# AIM OF THE EXERCISE
For each line below that contains the word "Digitize", return that line.

# Stored data
........
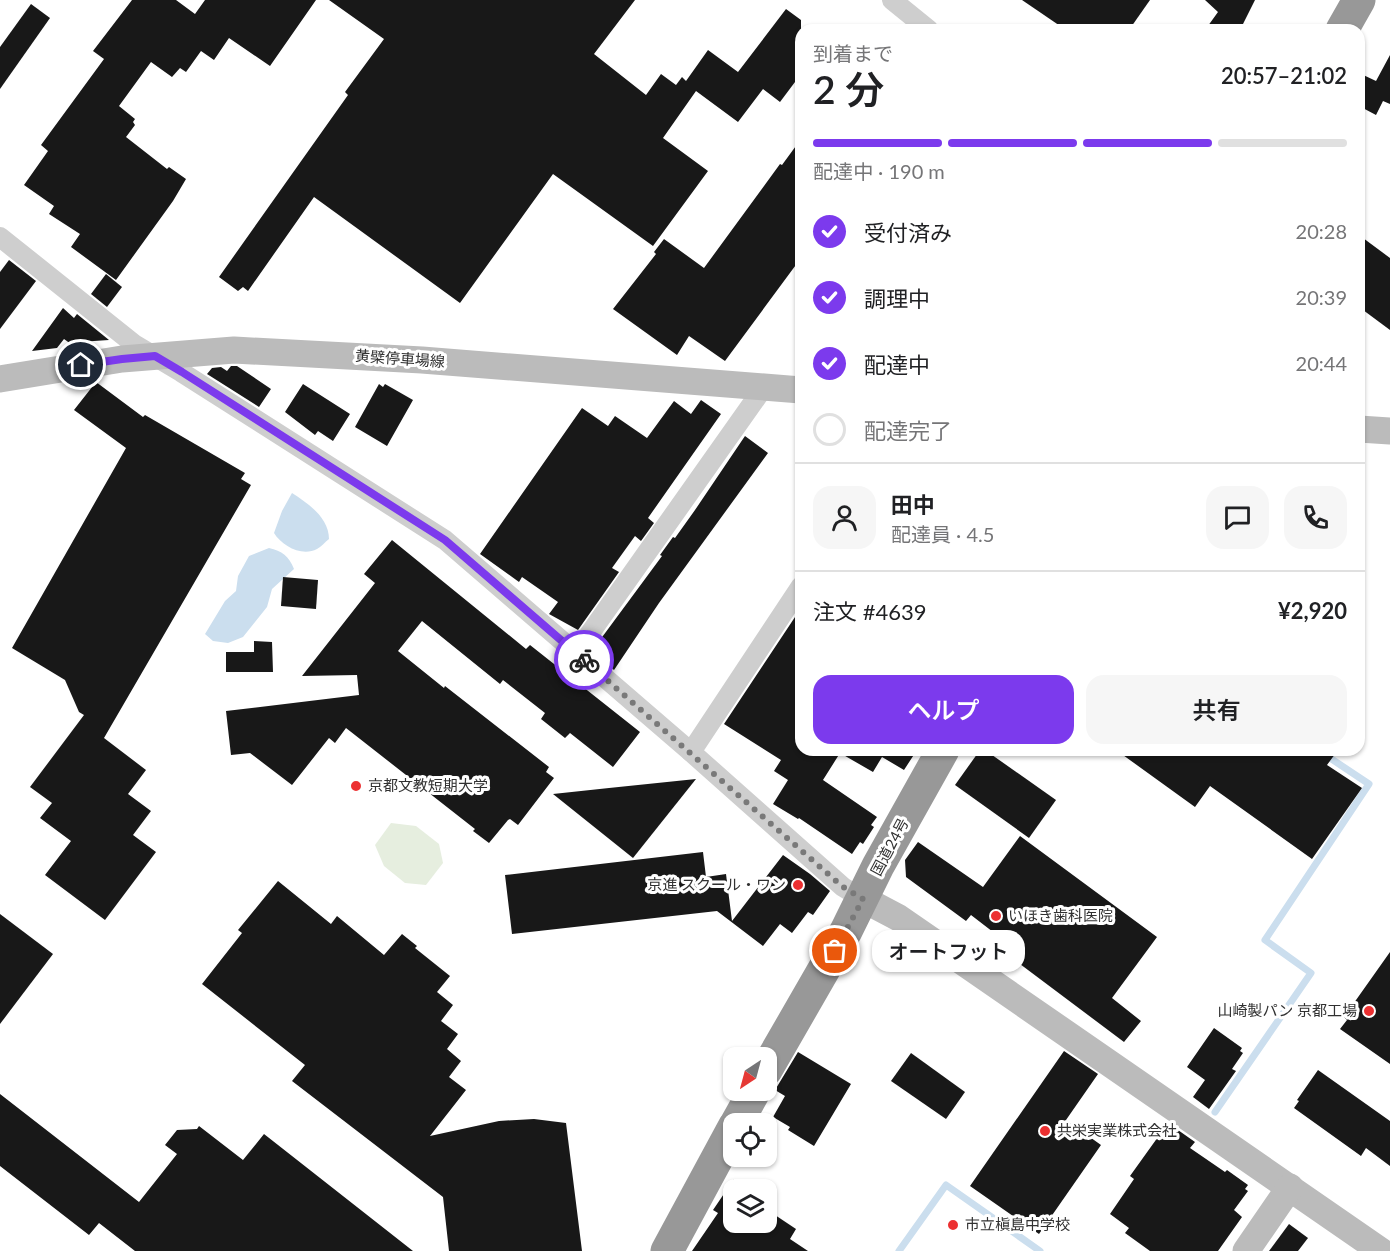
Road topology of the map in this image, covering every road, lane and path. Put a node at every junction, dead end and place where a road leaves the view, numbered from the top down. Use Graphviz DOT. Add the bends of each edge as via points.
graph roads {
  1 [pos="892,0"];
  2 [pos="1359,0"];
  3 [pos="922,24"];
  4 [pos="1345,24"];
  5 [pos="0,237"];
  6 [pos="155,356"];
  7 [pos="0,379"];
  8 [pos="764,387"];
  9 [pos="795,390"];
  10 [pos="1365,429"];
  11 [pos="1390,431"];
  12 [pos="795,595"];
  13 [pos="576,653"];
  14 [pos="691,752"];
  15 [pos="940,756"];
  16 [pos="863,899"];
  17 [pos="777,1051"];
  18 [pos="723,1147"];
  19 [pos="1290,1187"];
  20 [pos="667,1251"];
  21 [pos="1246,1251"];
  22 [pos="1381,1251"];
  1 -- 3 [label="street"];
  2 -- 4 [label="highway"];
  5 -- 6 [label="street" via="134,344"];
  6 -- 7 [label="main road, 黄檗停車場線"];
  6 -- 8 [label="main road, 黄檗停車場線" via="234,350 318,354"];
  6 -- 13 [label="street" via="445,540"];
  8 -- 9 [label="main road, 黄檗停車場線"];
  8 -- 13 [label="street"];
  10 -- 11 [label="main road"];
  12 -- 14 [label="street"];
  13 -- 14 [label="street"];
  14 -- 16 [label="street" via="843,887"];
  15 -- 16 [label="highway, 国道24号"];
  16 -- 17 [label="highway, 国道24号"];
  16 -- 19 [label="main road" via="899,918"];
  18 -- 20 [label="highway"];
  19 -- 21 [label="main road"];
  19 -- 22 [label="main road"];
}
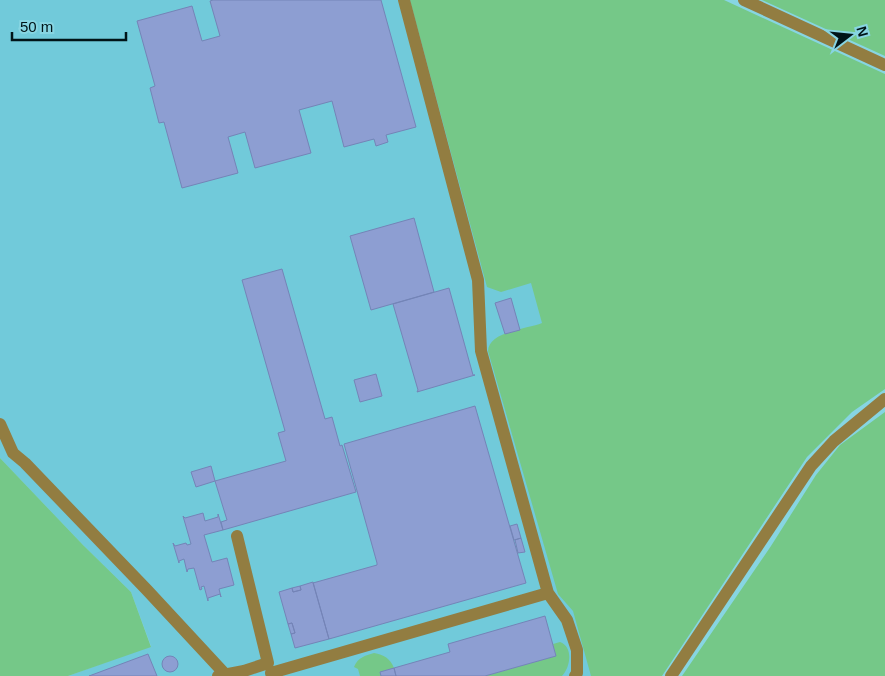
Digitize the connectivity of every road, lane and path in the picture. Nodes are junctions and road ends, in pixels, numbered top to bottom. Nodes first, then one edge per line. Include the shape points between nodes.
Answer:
........
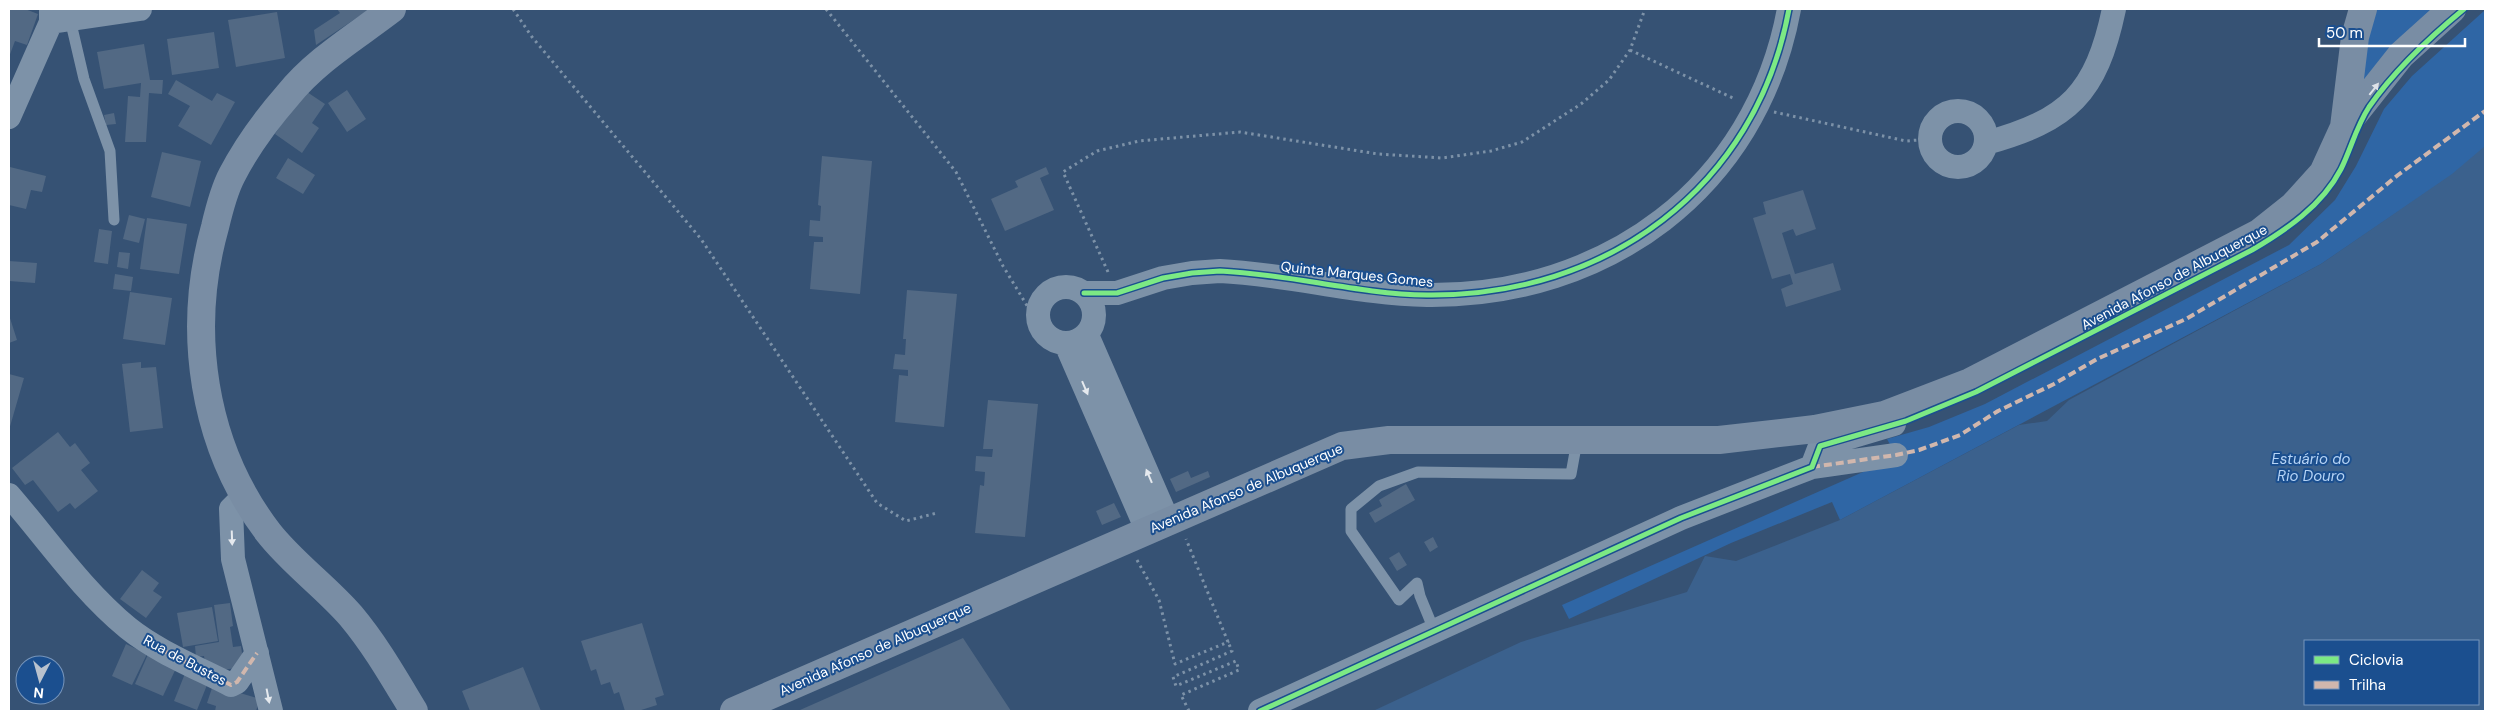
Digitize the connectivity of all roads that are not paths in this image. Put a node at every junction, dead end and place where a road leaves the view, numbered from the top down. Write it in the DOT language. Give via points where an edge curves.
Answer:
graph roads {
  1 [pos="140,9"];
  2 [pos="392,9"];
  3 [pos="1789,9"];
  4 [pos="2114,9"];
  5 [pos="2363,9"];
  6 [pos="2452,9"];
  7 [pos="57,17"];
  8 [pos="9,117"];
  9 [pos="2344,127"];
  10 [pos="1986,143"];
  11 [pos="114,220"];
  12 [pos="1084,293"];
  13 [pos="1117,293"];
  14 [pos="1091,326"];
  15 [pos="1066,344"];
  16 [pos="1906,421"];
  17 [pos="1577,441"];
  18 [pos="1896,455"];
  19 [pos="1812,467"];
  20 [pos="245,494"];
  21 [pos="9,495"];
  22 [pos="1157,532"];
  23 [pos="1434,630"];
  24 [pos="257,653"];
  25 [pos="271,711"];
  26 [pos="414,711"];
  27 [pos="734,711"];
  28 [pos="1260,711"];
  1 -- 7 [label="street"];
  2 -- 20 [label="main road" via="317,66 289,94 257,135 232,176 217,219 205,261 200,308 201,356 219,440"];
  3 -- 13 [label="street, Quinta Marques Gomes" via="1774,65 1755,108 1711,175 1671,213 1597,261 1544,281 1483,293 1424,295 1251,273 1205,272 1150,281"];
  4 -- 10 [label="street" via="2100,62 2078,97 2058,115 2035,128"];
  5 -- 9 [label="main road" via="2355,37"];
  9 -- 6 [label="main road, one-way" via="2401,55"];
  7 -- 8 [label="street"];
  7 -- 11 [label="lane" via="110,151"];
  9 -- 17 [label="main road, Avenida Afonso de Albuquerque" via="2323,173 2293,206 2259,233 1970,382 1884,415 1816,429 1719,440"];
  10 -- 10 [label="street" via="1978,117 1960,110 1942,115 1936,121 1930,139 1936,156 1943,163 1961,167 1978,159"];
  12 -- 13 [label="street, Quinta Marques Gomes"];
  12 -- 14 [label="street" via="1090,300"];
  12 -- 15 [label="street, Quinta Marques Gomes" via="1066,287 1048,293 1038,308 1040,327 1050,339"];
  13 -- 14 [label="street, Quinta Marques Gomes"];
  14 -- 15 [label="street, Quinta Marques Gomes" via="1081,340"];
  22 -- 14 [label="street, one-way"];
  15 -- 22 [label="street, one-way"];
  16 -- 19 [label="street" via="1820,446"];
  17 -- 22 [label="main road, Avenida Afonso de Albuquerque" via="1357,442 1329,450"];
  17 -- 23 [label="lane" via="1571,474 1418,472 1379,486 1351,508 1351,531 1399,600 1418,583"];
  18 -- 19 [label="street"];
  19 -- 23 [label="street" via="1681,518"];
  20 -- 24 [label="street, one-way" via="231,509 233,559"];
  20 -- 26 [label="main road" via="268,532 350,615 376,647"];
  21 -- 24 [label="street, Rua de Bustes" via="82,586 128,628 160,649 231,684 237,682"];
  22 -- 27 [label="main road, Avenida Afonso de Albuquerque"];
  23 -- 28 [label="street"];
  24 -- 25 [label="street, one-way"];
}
........
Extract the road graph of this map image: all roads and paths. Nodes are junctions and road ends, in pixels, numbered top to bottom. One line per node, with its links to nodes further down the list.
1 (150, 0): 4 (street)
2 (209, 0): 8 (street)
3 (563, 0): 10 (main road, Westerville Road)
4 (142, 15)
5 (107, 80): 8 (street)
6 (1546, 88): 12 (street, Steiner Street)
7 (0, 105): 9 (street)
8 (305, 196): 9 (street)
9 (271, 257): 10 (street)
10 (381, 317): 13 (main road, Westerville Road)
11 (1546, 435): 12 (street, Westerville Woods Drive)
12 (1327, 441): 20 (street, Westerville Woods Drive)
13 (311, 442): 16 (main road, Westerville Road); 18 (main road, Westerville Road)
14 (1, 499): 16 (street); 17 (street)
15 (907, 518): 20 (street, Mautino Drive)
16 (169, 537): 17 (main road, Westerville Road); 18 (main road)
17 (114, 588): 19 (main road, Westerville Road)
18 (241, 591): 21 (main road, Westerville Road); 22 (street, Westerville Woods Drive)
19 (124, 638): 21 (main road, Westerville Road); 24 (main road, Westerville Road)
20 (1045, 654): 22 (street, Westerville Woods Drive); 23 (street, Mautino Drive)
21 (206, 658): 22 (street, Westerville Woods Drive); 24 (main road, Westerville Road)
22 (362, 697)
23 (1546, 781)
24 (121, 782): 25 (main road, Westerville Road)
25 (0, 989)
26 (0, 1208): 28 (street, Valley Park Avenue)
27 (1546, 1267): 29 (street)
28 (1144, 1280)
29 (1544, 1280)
........
# ANSWER BOX
Digitize the connectivity of every road, lane and path in the picture. Nodes are junctions and road ends, in pixels, numbered top to bottom. Nodes first, then one edge per line. Include the shape points between nodes.
Digitize the connectivity of all roads that are not paths in this image. Put a node at every junction, dead end and place where a road leaves the view, numbered from the top down. Write it in the DOT language. Give via points where an edge curves.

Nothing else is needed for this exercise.